Hello,
I’m working with the facebook implementation of faster rcnn https://github.com/facebookresearch/maskrcnn-benchmark.
In this implementation, the classification/regression are defined in https://github.com/facebookresearch/maskrcnn-benchmark/blob/master/maskrcnn_benchmark/modeling/roi_heads/box_head/roi_box_predictors.py
I would like to do multi labels classification (assume that we have N classes), so I chose to parallelize N binary classifiers (N times the cited predictor) like this.

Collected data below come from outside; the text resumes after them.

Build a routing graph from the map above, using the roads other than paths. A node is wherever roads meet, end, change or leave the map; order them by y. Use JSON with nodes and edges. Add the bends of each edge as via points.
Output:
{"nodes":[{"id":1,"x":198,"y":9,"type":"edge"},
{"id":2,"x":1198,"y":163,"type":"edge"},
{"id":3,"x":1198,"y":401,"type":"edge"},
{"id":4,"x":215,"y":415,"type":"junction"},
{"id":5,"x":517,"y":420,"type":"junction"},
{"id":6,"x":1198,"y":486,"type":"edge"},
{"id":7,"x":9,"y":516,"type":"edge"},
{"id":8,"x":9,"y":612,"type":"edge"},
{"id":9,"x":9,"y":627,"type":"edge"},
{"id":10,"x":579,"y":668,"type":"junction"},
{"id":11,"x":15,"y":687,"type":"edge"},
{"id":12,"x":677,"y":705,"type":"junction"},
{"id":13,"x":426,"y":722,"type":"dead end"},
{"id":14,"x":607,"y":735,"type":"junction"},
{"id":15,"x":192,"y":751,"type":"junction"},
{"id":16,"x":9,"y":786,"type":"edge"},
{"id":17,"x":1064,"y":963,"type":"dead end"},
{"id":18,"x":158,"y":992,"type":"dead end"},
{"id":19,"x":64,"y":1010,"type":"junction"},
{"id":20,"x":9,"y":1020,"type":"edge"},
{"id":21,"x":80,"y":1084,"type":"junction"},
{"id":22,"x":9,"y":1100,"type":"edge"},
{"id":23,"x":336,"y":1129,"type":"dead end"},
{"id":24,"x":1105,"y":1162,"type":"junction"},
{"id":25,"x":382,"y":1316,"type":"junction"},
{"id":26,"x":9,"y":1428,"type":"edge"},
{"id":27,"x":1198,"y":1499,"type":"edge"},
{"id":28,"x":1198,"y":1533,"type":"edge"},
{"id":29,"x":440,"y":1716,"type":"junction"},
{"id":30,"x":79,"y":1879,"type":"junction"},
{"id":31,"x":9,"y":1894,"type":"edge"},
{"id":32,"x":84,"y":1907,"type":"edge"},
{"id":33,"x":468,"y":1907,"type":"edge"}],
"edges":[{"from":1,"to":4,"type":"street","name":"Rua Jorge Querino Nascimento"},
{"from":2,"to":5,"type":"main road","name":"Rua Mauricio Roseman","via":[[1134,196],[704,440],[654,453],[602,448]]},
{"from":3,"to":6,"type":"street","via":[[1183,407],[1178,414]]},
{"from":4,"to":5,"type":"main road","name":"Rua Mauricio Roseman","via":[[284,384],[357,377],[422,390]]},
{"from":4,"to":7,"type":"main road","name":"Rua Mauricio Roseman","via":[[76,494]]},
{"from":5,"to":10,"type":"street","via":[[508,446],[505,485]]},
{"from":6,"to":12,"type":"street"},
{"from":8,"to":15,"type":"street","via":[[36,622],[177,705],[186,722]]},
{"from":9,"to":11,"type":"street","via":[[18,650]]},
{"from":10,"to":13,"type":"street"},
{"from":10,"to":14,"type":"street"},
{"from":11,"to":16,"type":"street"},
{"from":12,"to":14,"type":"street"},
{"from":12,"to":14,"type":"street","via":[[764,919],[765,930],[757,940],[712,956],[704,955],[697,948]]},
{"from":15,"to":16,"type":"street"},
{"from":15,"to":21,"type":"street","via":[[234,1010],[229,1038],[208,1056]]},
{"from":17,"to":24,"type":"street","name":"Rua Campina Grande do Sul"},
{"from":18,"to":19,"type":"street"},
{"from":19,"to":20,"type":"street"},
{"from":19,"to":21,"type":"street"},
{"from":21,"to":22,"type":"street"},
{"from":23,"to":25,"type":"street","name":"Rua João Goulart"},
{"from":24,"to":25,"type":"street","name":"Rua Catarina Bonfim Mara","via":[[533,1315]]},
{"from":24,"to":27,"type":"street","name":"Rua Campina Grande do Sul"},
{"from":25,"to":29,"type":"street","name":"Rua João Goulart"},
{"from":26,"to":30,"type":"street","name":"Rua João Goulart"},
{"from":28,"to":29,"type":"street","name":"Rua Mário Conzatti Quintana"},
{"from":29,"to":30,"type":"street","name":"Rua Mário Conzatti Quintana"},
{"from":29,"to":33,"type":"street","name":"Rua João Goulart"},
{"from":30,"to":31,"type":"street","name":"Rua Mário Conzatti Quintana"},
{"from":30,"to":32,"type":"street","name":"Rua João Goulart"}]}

class Roi_head(nn.Module):
def __init__(self, cfg, args):
super(Roi_head, self).__init__()
self.classes_number = N
for i in range(1, self.classes_number +1):
setattr(self, "roi_heads%d" % i, build_roi_heads(cfg))
def forward(self, features, proposals, targets=None):
labels = targets[0].get_field("labels")
for i in range(1, self.classes_number +1):
if torch.nonzero(labels == i).squeeze(1).shape[0] != 0:
device = labels.device
label = torch.ones(labels.shape, dtype=torch.float32, device=device)
targets[0].add_field("labels", label)
x, result, detector_losse = getattr(self, "roi_heads%d" % i)(features, proposals, targets)
try:
detector_losses += sum(loss for loss in detector_losse.values())
except:
detector_losses = sum(loss for loss in detector_losse.values())
But when I try to train this, I sometimes have an uncomprehending GPU memory increase (about 100mo) during backward (not for all iterations) leading to a memory overflow…
Do you have any ideas that could help me to understand what causes this leak during backward?
Thanks